Consider the following set:
{"green", "blue", "red", "orange", "yellow"}
If you add "pink"
to this set, you will get the set:
{"green", "blue", "red", "orange", "yellow", "pink"}
But if you add "red"
to this set, it won't add - there is already an element "red"
in the set. You will get the same unchanged set:
{"green", "blue", "red", "orange", "yellow", "pink"}
2. Ordering
A Set
does not care about ordering. As long as two sets have the same elements, no matter where the elements are, they are considered equal sets.
Conversely, for two List
s to be considered equal, both the elements and the order the elements appear must be the same.
If I have two List
s with the same elements, but ordered differently...

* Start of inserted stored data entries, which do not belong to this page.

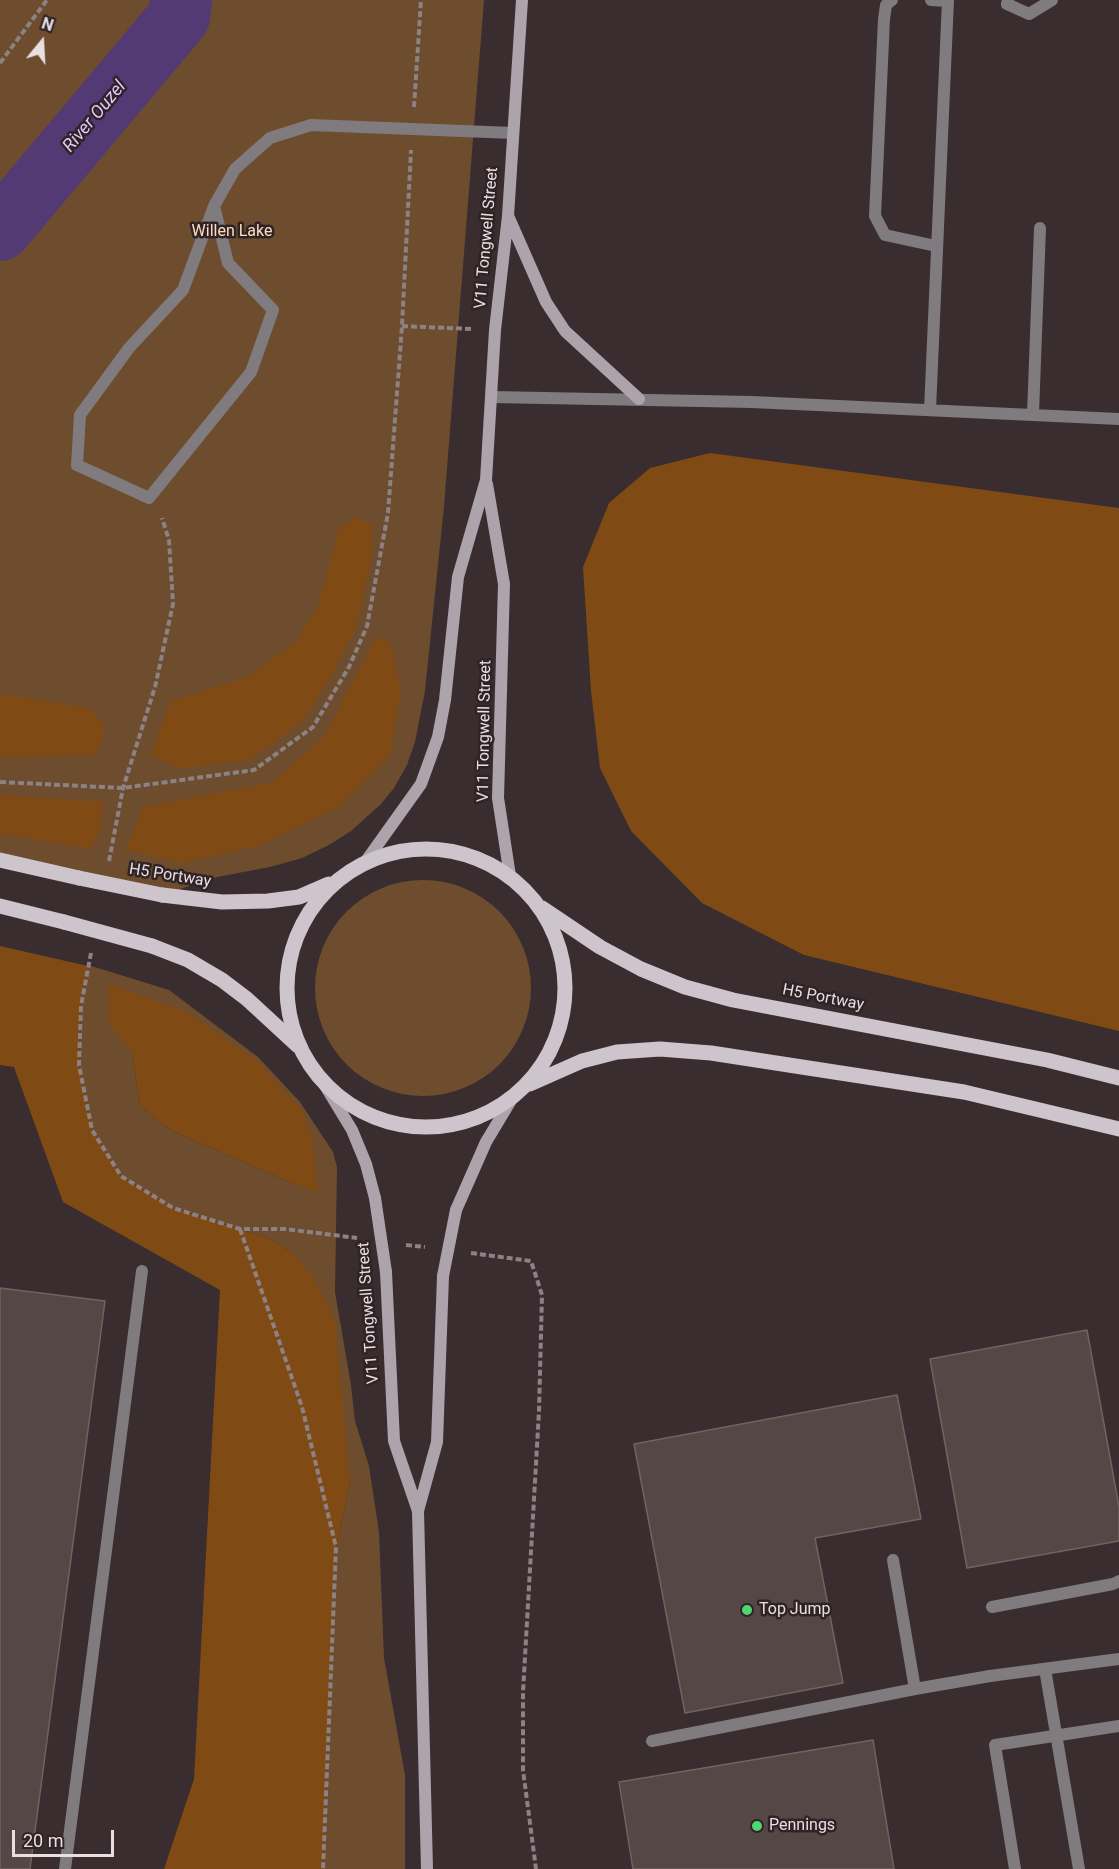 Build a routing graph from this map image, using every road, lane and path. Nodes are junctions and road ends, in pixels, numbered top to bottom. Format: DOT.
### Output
graph roads {
  1 [pos="47,0"];
  2 [pos="420,0"];
  3 [pos="522,0"];
  4 [pos="892,0"];
  5 [pos="931,0"];
  6 [pos="948,0"];
  7 [pos="1008,0"];
  8 [pos="1052,0"];
  9 [pos="0,63"];
  10 [pos="412,129"];
  11 [pos="513,133"];
  12 [pos="214,206"];
  13 [pos="508,216"];
  14 [pos="1040,228"];
  15 [pos="936,246"];
  16 [pos="402,326"];
  17 [pos="495,330"];
  18 [pos="492,397"];
  19 [pos="639,399"];
  20 [pos="930,410"];
  21 [pos="1033,414"];
  22 [pos="1119,418"];
  23 [pos="486,480"];
  24 [pos="149,498"];
  25 [pos="0,782"];
  26 [pos="123,788"];
  27 [pos="0,860"];
  28 [pos="366,861"];
  29 [pos="108,866"];
  30 [pos="510,876"];
  31 [pos="334,882"];
  32 [pos="0,906"];
  33 [pos="540,906"];
  34 [pos="93,944"];
  35 [pos="298,1046"];
  36 [pos="1119,1078"];
  37 [pos="324,1084"];
  38 [pos="525,1086"];
  39 [pos="513,1097"];
  40 [pos="1119,1129"];
  41 [pos="240,1229"];
  42 [pos="367,1240"];
  43 [pos="402,1244"];
  44 [pos="425,1247"];
  45 [pos="460,1252"];
  46 [pos="142,1271"];
  47 [pos="418,1511"];
  48 [pos="892,1560"];
  49 [pos="1119,1581"];
  50 [pos="992,1607"];
  51 [pos="1119,1659"];
  52 [pos="1046,1669"];
  53 [pos="915,1689"];
  54 [pos="1119,1726"];
  55 [pos="1057,1735"];
  56 [pos="652,1742"];
  57 [pos="65,1869"];
  58 [pos="323,1869"];
  59 [pos="427,1869"];
  60 [pos="536,1869"];
  61 [pos="1015,1869"];
  62 [pos="1079,1869"];
  1 -- 9 [label="path"];
  2 -- 10 [label="path"];
  3 -- 11 [label="street, V11 Tongwell Street"];
  4 -- 15 [label="street"];
  5 -- 6 [label="street"];
  6 -- 15 [label="street"];
  7 -- 8 [label="street"];
  10 -- 11 [label="street"];
  10 -- 12 [label="street"];
  10 -- 16 [label="path"];
  11 -- 13 [label="street, V11 Tongwell Street"];
  12 -- 24 [label="street"];
  12 -- 24 [label="street"];
  13 -- 17 [label="street, V11 Tongwell Street"];
  13 -- 19 [label="street"];
  14 -- 21 [label="street"];
  15 -- 20 [label="street"];
  16 -- 17 [label="path"];
  16 -- 26 [label="path"];
  17 -- 18 [label="street, V11 Tongwell Street"];
  18 -- 19 [label="street"];
  18 -- 23 [label="street, V11 Tongwell Street"];
  19 -- 20 [label="street"];
  20 -- 21 [label="street"];
  21 -- 22 [label="street"];
  23 -- 28 [label="street, V11 Tongwell Street"];
  23 -- 30 [label="street, V11 Tongwell Street"];
  24 -- 26 [label="path"];
  25 -- 26 [label="path"];
  26 -- 29 [label="path"];
  27 -- 31 [label="main road, H5 Portway, bridge"];
  28 -- 30 [label="main road"];
  28 -- 31 [label="main road"];
  30 -- 33 [label="main road"];
  31 -- 35 [label="main road"];
  32 -- 35 [label="main road, bridge"];
  33 -- 36 [label="main road, H5 Portway"];
  33 -- 38 [label="main road"];
  34 -- 41 [label="path"];
  35 -- 37 [label="main road"];
  37 -- 39 [label="main road"];
  37 -- 47 [label="street, V11 Tongwell Street, bridge"];
  38 -- 39 [label="main road"];
  38 -- 40 [label="main road"];
  39 -- 47 [label="street, V11 Tongwell Street, bridge"];
  41 -- 42 [label="path"];
  41 -- 58 [label="path"];
  43 -- 44 [label="path"];
  45 -- 60 [label="path"];
  46 -- 57 [label="street"];
  47 -- 59 [label="street, V11 Tongwell Street"];
  48 -- 53 [label="street"];
  49 -- 50 [label="street"];
  51 -- 52 [label="street"];
  52 -- 53 [label="street"];
  52 -- 55 [label="street"];
  53 -- 56 [label="street"];
  54 -- 55 [label="street"];
  55 -- 61 [label="street"];
  55 -- 62 [label="street"];
}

var list1 = [1, 2, 3, 4, 5, 6];
var list2 = [6, 5, 4, 3, 2, 1];
Then list1
is not equal to list2
, even though list2
is just list1
with the elements reversed.
However, if we have those same elements, except instead of a List
, we use Set
s:
set1 = {1, 2, 3, 4, 5, 6}
and
set2 = {6, 5, 4, 3, 2, 1}
then the two sets are considered equal. Even though the elements are in a different order, because they contain the same elements, the sets are equal.
Why this is useful
Sets are very useful when you use to store a collection of items, but you cannot have duplicates.
Sets really come in handy when storing:
- Emails
- Colors
- Usernames
- Names
- ...and anything else which is supposed to be unique.
With something like an array, if you didn't want duplicates, you'd have to check the entire array to see if an element is already present each time you wanted to push()
an element.
With a set, however, you don't need to check anything. All you have to do is add()
, and the Set takes care of checking for duplicates for you.